I’m happy to be your Interim Minister and to begin our walk together through these next two and a half years. So far, I’ve been working to attend as many committee meetings as I can to start to meet people and learn what all is going on at the church. My observation is that you are very friendly, very capable, and very busy!
This is my twentieth year in the ministry but I’ve not served in an interim position before, so there is lots to learn. I’m currently enrolled in a seven-week online class for professional interims offered by the UUA. In April, I will take a multi-day in person class offered by an organization called the Interim Ministry Network.
I’m learning the ways that interim ministry differs from settled ministry. Interim work has specific goals of helping a congregation examine its past, heal from the loss that always accompanies change, name what must be brought forward or left behind, affirm its identity, re-commit to a mission, and strengthen systems that will be needed to support the coming settled ministry. And of course, while that work takes a particular focus, all the regular tasks of ministry must also be attended to: leading worship, offering pastoral care, and so on.

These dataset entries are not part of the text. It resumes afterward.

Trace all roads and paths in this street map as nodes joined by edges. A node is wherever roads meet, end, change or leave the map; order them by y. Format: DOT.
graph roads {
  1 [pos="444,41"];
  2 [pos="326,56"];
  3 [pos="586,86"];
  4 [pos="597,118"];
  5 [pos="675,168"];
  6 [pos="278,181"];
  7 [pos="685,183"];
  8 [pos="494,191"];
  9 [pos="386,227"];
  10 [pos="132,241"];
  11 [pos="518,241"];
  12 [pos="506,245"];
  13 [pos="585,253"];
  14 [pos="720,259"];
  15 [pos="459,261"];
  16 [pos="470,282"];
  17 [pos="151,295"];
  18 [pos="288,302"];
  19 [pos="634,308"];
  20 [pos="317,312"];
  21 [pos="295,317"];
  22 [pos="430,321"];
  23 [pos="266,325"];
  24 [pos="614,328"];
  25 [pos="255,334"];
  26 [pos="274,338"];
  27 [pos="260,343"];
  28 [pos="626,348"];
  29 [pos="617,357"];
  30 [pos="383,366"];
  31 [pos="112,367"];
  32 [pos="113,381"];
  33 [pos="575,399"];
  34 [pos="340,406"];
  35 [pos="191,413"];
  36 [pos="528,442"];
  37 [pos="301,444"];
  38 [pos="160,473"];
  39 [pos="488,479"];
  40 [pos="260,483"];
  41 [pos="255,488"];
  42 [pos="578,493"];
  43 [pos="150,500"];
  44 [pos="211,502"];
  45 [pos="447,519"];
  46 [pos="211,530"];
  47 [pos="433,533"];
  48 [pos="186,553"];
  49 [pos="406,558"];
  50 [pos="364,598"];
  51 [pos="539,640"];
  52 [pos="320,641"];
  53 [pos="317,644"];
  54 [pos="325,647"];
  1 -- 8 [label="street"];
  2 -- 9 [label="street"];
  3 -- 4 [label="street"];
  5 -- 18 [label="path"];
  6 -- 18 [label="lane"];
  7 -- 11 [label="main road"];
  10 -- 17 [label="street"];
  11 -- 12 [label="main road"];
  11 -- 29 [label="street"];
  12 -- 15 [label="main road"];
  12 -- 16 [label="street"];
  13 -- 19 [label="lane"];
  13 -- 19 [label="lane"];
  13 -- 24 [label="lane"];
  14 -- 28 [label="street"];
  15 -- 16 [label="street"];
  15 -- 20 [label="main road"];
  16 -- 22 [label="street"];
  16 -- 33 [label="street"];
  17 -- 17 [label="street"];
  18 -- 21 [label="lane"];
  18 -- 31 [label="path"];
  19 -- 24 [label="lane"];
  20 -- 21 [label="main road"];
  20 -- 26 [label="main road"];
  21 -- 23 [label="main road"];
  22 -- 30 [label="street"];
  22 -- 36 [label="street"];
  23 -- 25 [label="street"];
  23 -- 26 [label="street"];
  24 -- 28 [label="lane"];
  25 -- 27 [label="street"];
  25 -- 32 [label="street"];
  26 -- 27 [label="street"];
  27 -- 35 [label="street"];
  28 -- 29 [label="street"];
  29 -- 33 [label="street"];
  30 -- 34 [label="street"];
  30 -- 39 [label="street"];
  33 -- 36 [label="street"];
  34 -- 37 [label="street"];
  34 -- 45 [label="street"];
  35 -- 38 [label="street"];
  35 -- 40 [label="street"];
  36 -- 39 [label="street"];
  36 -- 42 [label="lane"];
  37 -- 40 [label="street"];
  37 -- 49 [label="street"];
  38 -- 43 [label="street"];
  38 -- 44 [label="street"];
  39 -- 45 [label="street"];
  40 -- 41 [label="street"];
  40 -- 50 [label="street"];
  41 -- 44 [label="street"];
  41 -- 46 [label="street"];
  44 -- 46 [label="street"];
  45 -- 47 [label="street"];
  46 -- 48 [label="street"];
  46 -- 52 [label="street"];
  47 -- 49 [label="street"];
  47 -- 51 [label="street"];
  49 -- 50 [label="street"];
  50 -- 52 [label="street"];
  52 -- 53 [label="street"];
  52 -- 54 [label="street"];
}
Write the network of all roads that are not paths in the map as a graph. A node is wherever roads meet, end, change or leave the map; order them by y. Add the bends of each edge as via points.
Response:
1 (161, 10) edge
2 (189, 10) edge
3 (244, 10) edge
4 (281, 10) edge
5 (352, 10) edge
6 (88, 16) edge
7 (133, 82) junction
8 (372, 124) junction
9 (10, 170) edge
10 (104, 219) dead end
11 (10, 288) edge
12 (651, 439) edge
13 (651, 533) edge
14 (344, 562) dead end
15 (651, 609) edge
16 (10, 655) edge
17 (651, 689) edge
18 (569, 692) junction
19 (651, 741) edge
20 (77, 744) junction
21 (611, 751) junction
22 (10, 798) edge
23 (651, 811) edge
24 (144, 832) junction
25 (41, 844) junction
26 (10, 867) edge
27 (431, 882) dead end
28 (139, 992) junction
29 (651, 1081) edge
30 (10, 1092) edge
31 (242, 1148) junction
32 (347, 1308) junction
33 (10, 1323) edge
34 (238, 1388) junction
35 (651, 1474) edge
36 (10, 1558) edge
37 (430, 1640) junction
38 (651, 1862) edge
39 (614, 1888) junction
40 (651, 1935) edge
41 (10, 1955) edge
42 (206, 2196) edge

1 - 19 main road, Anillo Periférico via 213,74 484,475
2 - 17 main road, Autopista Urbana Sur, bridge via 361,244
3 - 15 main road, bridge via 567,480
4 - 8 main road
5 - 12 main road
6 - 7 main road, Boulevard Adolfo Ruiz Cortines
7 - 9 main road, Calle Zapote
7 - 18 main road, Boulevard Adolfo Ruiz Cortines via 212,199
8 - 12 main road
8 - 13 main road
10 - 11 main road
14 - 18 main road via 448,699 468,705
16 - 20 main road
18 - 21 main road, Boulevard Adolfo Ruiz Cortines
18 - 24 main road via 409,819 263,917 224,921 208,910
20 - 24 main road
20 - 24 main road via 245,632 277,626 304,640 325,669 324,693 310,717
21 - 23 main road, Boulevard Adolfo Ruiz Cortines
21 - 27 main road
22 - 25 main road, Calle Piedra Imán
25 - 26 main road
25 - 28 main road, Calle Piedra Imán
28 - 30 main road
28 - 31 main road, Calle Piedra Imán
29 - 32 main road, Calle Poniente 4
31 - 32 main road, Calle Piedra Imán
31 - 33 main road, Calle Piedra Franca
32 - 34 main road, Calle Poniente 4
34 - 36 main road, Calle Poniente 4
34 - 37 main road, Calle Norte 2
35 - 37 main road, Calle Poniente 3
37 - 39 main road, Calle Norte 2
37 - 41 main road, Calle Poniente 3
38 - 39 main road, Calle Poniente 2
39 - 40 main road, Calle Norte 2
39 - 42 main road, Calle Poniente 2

One way that you can help with this work is to foster an ethic of experimentation in the church. An interim period is an opportunity to try some new things, without having to feel that we’re stuck with our choices forever. We can better manage the discomfort of change if we enter the transition time with a spirit of curiosity, exploration and play. If something works, great, we can keep it. If something doesn’t work we can let it go and try again, no harm done. And if something really doesn’t work, well, that’s good information for the Search Committee and your next settled minister. Knowing what we aren’t is as important as knowing who we are.
Are you wondering about the title of my column for this newsletter? I was a big fan of the TV show, “Downton Abbey.” When the family had finished dinner and were ready to move to the Drawing Room, someone would ask, “Shall we go through?” The phrase charmed me, and it seemed an appropriate motto for an interim ministry. As we work to close our time together in one room and make our way toward a new room for something different, we can ask each other, “Shall we go through?”